┌─ RECORD SET

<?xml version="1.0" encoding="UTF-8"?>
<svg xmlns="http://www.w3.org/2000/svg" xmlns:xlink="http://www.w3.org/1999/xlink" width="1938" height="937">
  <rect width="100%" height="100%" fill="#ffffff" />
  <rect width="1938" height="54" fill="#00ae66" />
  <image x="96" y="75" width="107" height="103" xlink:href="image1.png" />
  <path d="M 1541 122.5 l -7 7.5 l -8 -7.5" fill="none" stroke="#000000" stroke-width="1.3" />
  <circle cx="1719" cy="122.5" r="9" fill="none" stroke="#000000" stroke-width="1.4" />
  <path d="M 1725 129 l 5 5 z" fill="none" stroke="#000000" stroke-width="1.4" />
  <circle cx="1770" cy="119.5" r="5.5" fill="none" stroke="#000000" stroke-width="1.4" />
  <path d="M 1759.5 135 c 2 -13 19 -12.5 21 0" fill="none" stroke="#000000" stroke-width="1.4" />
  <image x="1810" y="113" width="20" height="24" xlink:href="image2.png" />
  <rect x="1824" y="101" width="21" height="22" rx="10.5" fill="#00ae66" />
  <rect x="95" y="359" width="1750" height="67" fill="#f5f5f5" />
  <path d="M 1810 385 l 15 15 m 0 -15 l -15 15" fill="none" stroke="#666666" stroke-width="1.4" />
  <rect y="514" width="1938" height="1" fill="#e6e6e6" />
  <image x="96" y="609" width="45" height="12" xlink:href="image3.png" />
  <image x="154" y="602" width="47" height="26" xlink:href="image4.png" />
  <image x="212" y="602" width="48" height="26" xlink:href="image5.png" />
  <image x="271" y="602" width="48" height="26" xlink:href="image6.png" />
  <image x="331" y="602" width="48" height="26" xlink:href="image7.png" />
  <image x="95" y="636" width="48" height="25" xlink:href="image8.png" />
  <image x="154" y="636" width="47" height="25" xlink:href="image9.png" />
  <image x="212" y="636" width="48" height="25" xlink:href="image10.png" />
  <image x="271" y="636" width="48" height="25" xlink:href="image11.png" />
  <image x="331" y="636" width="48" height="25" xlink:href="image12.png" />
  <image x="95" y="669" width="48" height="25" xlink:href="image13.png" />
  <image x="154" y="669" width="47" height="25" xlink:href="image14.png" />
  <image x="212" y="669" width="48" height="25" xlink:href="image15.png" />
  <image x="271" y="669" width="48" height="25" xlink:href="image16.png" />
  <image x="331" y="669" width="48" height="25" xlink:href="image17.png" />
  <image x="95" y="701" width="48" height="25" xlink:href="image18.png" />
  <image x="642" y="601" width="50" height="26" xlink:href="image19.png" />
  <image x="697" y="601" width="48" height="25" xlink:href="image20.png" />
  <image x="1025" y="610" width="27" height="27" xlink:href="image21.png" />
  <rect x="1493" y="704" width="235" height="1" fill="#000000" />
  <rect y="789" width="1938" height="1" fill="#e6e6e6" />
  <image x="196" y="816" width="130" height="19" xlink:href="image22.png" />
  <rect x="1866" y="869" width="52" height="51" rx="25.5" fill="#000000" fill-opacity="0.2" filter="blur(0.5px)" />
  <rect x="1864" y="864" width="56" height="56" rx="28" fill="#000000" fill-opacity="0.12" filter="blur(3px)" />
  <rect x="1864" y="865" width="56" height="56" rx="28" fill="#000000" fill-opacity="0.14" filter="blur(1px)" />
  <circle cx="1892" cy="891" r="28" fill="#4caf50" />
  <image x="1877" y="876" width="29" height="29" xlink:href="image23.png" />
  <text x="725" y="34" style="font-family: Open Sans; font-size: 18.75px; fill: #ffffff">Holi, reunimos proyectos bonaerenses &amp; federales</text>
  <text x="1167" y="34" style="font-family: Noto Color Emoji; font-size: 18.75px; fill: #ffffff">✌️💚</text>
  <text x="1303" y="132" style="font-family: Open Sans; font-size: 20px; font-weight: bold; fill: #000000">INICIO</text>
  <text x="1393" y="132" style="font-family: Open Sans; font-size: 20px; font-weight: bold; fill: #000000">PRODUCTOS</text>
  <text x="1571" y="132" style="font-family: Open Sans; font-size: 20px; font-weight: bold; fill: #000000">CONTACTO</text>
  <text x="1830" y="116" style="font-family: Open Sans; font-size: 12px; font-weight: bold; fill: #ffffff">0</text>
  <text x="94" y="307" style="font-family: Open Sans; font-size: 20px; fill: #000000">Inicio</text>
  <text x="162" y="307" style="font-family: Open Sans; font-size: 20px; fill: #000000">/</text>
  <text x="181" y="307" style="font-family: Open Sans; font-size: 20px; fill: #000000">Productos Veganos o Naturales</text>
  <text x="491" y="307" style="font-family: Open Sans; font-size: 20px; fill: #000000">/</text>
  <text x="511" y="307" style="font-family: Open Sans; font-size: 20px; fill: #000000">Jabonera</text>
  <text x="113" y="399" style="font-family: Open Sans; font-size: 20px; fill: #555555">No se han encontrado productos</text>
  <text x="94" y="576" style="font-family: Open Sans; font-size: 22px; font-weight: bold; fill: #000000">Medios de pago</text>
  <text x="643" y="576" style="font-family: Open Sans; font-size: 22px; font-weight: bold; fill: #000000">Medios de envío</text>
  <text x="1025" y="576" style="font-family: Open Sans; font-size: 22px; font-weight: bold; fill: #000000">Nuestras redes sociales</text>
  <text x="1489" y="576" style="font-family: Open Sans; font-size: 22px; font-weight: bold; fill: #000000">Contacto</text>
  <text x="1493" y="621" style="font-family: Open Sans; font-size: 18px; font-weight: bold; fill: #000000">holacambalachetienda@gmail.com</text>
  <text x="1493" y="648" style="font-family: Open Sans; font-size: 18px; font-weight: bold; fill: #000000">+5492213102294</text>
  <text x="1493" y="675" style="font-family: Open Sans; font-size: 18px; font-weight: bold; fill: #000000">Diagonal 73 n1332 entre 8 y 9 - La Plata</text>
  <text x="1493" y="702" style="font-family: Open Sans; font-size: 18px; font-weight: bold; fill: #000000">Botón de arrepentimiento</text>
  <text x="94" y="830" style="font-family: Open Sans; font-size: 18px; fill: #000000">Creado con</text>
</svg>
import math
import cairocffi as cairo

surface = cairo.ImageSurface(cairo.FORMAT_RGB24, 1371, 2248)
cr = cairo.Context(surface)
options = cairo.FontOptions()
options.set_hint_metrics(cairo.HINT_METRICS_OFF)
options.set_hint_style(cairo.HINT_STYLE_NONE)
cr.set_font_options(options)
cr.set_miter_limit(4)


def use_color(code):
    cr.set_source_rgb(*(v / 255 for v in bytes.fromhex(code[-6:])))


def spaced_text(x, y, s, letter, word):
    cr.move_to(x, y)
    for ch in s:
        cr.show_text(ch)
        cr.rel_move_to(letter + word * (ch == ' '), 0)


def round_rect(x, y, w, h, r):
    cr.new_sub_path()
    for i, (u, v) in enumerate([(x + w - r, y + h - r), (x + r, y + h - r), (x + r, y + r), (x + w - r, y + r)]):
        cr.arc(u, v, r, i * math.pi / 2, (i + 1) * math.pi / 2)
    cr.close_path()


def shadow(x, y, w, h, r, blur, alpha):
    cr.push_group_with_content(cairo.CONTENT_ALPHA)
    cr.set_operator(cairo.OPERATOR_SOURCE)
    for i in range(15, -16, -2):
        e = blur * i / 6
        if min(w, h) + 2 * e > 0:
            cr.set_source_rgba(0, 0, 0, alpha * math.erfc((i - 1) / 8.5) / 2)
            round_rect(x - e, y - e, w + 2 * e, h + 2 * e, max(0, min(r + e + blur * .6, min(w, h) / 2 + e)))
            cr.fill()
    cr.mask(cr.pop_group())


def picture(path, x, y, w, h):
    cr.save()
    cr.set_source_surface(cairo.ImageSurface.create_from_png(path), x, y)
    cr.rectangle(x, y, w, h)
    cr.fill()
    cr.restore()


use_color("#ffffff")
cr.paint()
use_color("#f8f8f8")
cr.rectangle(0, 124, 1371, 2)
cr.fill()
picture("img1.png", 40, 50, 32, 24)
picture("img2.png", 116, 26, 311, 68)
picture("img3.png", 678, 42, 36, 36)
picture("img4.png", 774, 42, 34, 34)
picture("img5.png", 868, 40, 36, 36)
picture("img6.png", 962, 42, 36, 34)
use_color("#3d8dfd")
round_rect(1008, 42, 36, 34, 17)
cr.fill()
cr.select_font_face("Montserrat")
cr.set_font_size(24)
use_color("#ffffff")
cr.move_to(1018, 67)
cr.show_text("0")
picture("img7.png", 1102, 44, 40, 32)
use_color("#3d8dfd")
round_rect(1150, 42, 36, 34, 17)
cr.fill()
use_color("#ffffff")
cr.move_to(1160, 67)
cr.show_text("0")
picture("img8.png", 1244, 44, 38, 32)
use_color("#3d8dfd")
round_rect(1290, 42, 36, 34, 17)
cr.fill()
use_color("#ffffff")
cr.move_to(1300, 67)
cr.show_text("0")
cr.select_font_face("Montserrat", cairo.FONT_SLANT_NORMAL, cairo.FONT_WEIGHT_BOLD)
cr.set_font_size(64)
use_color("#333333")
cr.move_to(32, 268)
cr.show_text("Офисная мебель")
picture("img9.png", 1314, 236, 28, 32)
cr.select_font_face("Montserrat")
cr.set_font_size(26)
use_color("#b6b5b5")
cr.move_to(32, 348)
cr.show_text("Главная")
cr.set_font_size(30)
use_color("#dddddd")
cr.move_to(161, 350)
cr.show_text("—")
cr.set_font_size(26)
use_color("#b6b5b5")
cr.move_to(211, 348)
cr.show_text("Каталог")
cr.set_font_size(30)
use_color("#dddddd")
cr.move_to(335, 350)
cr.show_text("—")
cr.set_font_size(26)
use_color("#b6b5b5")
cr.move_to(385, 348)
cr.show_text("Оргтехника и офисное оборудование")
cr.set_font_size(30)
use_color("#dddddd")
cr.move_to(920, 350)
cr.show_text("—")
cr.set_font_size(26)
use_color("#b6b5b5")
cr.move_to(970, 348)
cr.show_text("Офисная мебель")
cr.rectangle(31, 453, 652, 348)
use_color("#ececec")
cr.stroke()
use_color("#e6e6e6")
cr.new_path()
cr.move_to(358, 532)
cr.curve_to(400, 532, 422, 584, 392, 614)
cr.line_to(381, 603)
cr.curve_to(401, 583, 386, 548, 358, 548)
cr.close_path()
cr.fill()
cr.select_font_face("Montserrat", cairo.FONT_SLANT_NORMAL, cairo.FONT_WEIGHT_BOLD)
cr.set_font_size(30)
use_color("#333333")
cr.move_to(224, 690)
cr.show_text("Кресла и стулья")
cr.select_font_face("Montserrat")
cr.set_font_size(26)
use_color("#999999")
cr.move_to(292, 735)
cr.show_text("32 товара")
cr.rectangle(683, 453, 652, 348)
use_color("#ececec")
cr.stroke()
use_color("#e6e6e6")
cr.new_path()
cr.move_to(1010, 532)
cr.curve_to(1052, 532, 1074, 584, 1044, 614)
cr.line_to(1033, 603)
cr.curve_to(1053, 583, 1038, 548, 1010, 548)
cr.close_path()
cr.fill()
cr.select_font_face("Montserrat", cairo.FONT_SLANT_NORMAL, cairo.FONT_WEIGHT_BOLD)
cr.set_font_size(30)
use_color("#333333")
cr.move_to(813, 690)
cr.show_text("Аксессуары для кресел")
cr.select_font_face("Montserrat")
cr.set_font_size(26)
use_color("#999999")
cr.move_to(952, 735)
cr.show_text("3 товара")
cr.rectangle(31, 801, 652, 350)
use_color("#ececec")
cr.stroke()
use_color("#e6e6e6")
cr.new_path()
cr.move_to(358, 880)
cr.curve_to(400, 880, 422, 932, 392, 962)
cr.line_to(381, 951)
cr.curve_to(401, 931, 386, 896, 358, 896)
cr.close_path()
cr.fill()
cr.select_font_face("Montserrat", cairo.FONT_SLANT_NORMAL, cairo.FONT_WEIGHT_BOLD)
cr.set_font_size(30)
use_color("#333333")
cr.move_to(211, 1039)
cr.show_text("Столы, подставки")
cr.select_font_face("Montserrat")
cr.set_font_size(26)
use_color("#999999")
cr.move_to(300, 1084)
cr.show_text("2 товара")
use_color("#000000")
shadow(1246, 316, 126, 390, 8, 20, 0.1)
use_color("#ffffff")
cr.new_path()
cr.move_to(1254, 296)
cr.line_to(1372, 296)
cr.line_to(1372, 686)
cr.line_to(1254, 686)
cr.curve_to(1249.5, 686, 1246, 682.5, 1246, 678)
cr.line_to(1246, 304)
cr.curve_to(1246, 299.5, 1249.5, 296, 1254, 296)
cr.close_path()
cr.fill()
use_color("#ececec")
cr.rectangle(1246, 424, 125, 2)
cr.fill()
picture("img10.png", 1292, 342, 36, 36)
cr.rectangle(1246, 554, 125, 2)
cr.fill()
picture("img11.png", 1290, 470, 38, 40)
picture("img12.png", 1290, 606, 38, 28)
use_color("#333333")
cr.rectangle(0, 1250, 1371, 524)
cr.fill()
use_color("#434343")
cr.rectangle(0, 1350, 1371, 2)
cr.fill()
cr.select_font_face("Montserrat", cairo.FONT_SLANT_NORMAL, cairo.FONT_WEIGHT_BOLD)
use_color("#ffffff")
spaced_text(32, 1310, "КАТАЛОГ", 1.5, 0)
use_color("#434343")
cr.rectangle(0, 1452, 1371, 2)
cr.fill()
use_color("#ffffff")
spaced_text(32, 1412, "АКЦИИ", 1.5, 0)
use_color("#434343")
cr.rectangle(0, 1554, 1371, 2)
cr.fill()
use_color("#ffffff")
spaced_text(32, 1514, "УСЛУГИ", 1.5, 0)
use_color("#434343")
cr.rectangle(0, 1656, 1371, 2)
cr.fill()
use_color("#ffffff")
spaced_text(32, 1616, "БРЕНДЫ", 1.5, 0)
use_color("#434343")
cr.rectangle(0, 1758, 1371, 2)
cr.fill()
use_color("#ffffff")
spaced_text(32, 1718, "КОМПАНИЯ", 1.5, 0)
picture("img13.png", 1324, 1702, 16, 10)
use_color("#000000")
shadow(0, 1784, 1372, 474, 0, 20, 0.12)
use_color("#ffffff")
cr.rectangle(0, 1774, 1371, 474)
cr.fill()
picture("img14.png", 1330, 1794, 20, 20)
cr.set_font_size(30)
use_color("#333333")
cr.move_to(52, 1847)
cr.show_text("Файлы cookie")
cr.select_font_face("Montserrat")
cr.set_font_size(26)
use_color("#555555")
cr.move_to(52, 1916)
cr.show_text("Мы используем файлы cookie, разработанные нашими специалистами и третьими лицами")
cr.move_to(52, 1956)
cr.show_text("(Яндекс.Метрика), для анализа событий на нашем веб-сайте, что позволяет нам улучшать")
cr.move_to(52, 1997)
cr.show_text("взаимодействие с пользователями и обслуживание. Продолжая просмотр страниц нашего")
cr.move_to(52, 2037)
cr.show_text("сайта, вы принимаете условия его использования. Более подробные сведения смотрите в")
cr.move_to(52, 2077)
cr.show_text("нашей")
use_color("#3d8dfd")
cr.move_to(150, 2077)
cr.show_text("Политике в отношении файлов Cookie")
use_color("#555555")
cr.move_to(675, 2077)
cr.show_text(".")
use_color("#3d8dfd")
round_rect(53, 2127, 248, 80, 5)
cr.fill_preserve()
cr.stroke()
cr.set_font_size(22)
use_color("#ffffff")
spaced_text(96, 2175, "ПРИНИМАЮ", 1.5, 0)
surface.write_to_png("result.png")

└─

**THE PROBLEM**
Return only the lines between the one holding "surface = cairo.ImageSurface(cairo.FORMAT_RGB24, 1371, 2248)" and the one holding "cr.restore()", inclusive, exactly as they appear above.

**RESULT OF THIS EXERCISE**
surface = cairo.ImageSurface(cairo.FORMAT_RGB24, 1371, 2248)
cr = cairo.Context(surface)
options = cairo.FontOptions()
options.set_hint_metrics(cairo.HINT_METRICS_OFF)
options.set_hint_style(cairo.HINT_STYLE_NONE)
cr.set_font_options(options)
cr.set_miter_limit(4)


def use_color(code):
    cr.set_source_rgb(*(v / 255 for v in bytes.fromhex(code[-6:])))


def spaced_text(x, y, s, letter, word):
    cr.move_to(x, y)
    for ch in s:
        cr.show_text(ch)
        cr.rel_move_to(letter + word * (ch == ' '), 0)


def round_rect(x, y, w, h, r):
    cr.new_sub_path()
    for i, (u, v) in enumerate([(x + w - r, y + h - r), (x + r, y + h - r), (x + r, y + r), (x + w - r, y + r)]):
        cr.arc(u, v, r, i * math.pi / 2, (i + 1) * math.pi / 2)
    cr.close_path()


def shadow(x, y, w, h, r, blur, alpha):
    cr.push_group_with_content(cairo.CONTENT_ALPHA)
    cr.set_operator(cairo.OPERATOR_SOURCE)
    for i in range(15, -16, -2):
        e = blur * i / 6
        if min(w, h) + 2 * e > 0:
            cr.set_source_rgba(0, 0, 0, alpha * math.erfc((i - 1) / 8.5) / 2)
            round_rect(x - e, y - e, w + 2 * e, h + 2 * e, max(0, min(r + e + blur * .6, min(w, h) / 2 + e)))
            cr.fill()
    cr.mask(cr.pop_group())


def picture(path, x, y, w, h):
    cr.save()
    cr.set_source_surface(cairo.ImageSurface.create_from_png(path), x, y)
    cr.rectangle(x, y, w, h)
    cr.fill()
    cr.restore()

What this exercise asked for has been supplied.